1.Sözel anlatım bozukluğu (konuşma lisanı bozukluğu, gelişimsel ekspresif afazi)
Bu bozuklukta kullanılan sözcük sayısı çok sonludur, dilbilgisi tarafından devir seçiminde yanlışlar yapılır, sözcükleri anımsamakta ya da gelişimine nazaran mütenasip uzunlukta ve karmaşıklıkta cümle kurmada güçlük çekme üzere bulgular görülür. Çoklukla çocuktaki sözel anlatım zorlukları mektep muvaffakiyetini, mesleksel başarıyı ya da toplumsal muhaberesi bozacak seviyede olur. Bu evlatların zekasında, işitmesinde ve sosyal-duyusal ilgilerinde sorun yoktur. Diğerlerinin konuşmalarını manaya yaşlarından beklenen seviyededir. Mektep öncesi çocuklarda en sık görülen muhabere bozukluğudur.

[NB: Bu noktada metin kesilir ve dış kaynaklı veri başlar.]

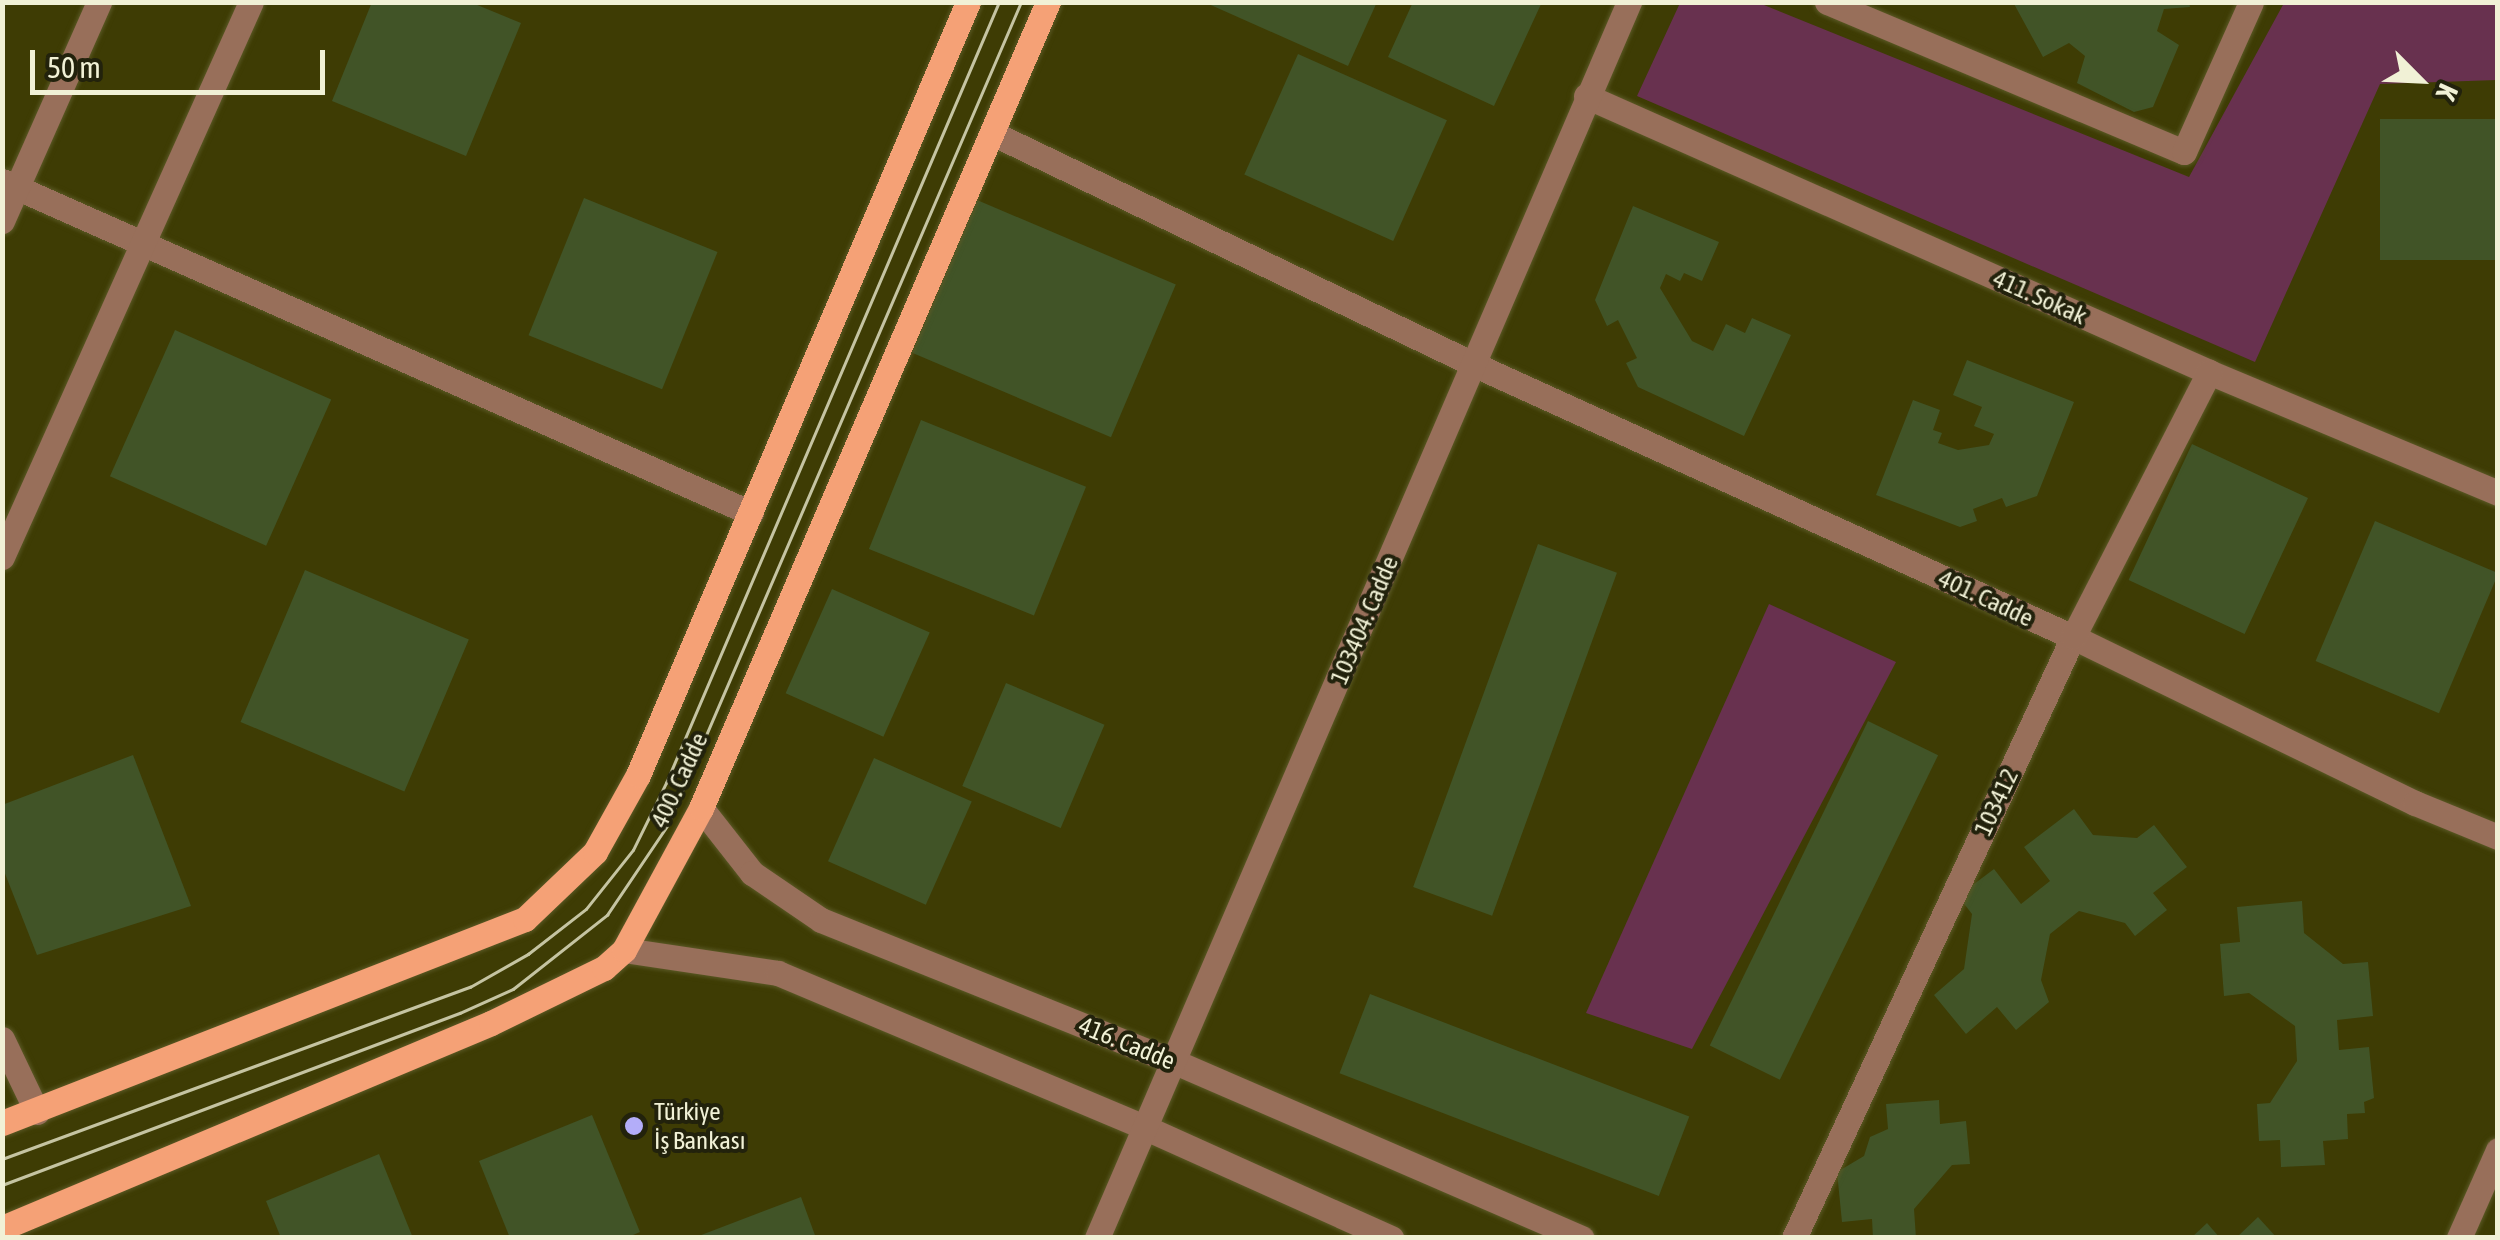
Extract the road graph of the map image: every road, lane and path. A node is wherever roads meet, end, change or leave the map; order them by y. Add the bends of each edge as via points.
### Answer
1 (99, 2) edge
2 (251, 2) edge
3 (968, 2) edge
4 (1048, 2) edge
5 (1629, 2) edge
6 (1827, 2) edge
7 (2250, 2) edge
8 (1586, 96) junction
9 (992, 133) junction
10 (10, 185) edge
11 (2, 222) edge
12 (142, 241) junction
13 (1473, 364) junction
14 (2209, 372) junction
15 (2498, 492) edge
16 (751, 513) junction
17 (2, 557) edge
18 (2073, 637) junction
19 (701, 808) junction
20 (2498, 837) edge
21 (624, 950) junction
22 (2, 1039) edge
23 (1176, 1062) junction
24 (36, 1112) junction
25 (2, 1123) edge
26 (1146, 1128) junction
27 (2498, 1150) edge
28 (2, 1228) edge
29 (1097, 1238) edge
30 (1390, 1238) edge
31 (1582, 1238) edge
32 (1794, 1238) edge
33 (2459, 1238) edge

1 - 10 street
2 - 12 street
3 - 16 main road, 400. Cadde
4 - 9 main road, 400. Cadde
5 - 8 street, 103404. Cadde
6 - 7 street via 2184,152
8 - 13 street, 103404. Cadde
8 - 14 street, 411. Sokak
9 - 13 street, 401. Cadde
9 - 19 main road, 400. Cadde
10 - 11 street
10 - 12 street
12 - 16 street
12 - 17 street
13 - 18 street, 401. Cadde
13 - 23 street, 103404. Cadde
14 - 15 street, 411. Sokak
14 - 18 street, 103412
16 - 24 main road, 400. Cadde via 638,776 595,852 525,919
18 - 20 street, 401. Cadde
18 - 32 street, 103412
19 - 21 main road, 400. Cadde
19 - 23 street, 416. Cadde via 752,873 822,920
21 - 26 street via 778,974
21 - 28 main road, 400. Cadde via 604,968 491,1022
22 - 24 street
23 - 26 street, 103404. Cadde
23 - 31 street, 416. Cadde
24 - 25 main road, 400. Cadde
26 - 29 street, 103404. Cadde
26 - 30 street
27 - 33 street

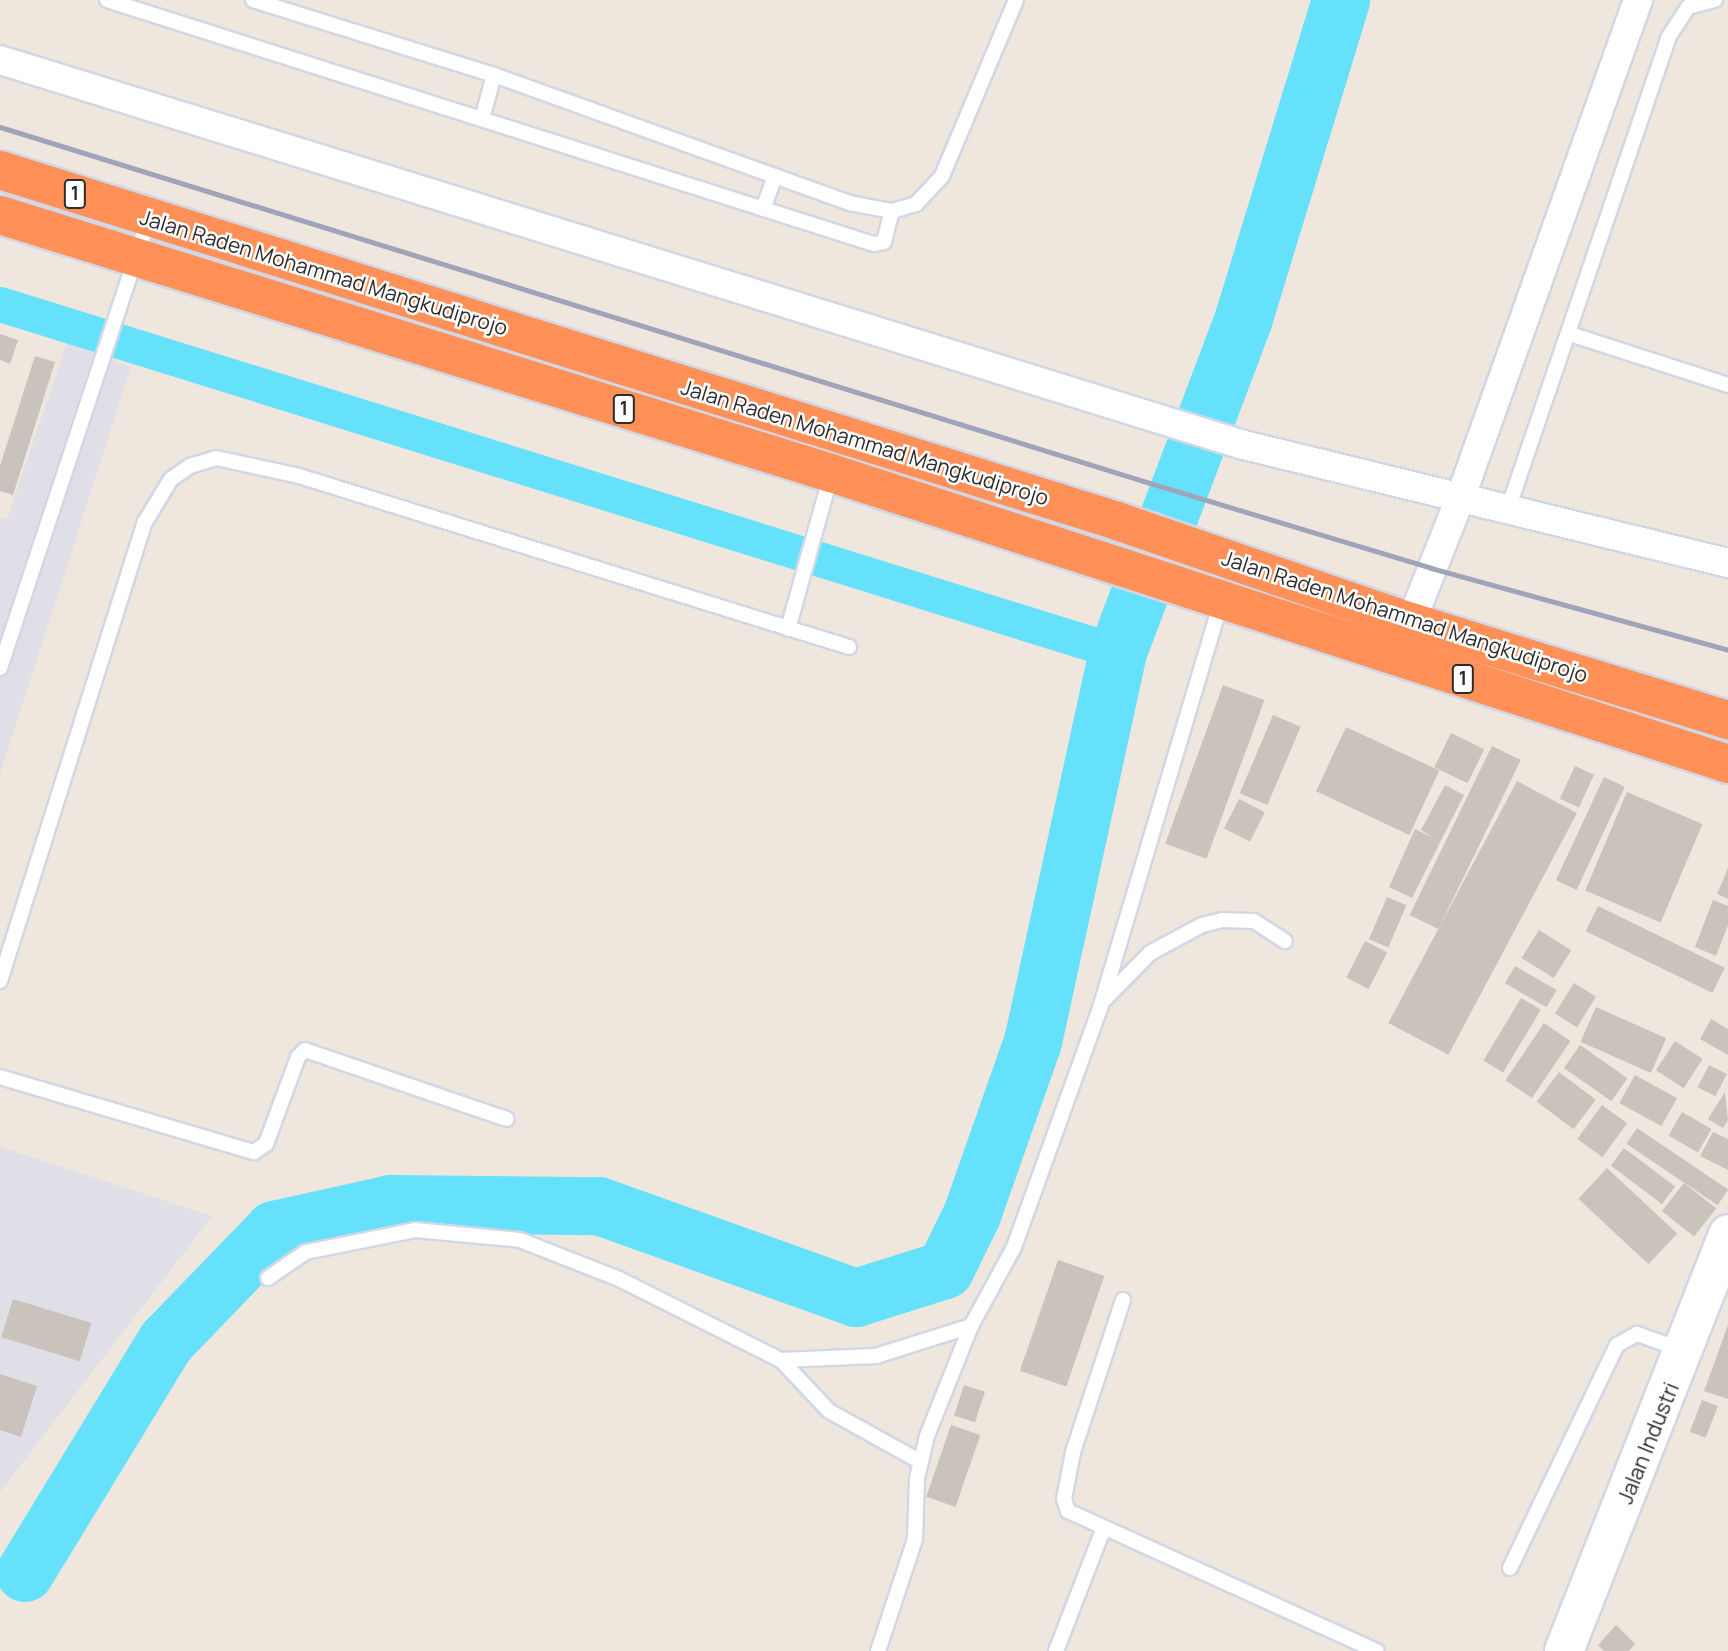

3 yaşın altındaki evlatların %10-17’ sinde sözel anlatım gelişimi gecikir. Bu durum erkek çocuklarda daha sık görülür ve genetik yatkınlık vardır.
2.Karışık lisanı algılama-sözel anlatım bozukluğu
Çocuklarda sözel anlatım bozukluğu semptomlarına ek olarak sözcükleri, cümleleri ya da kimi kavramları anlamada güçlükler vardır. Seslerin ayırt edilmesi, süratli ses değişikliklerini fark etme, seslerin ve sembollerin birleştirilmesi ve seslerin sıralamasını hatırlama üzere işitme becerilerinde de ehliyetsizler kelam konusu olabilmektedir. Çocukluk çağında %3-5 nispetinde görülmektedir.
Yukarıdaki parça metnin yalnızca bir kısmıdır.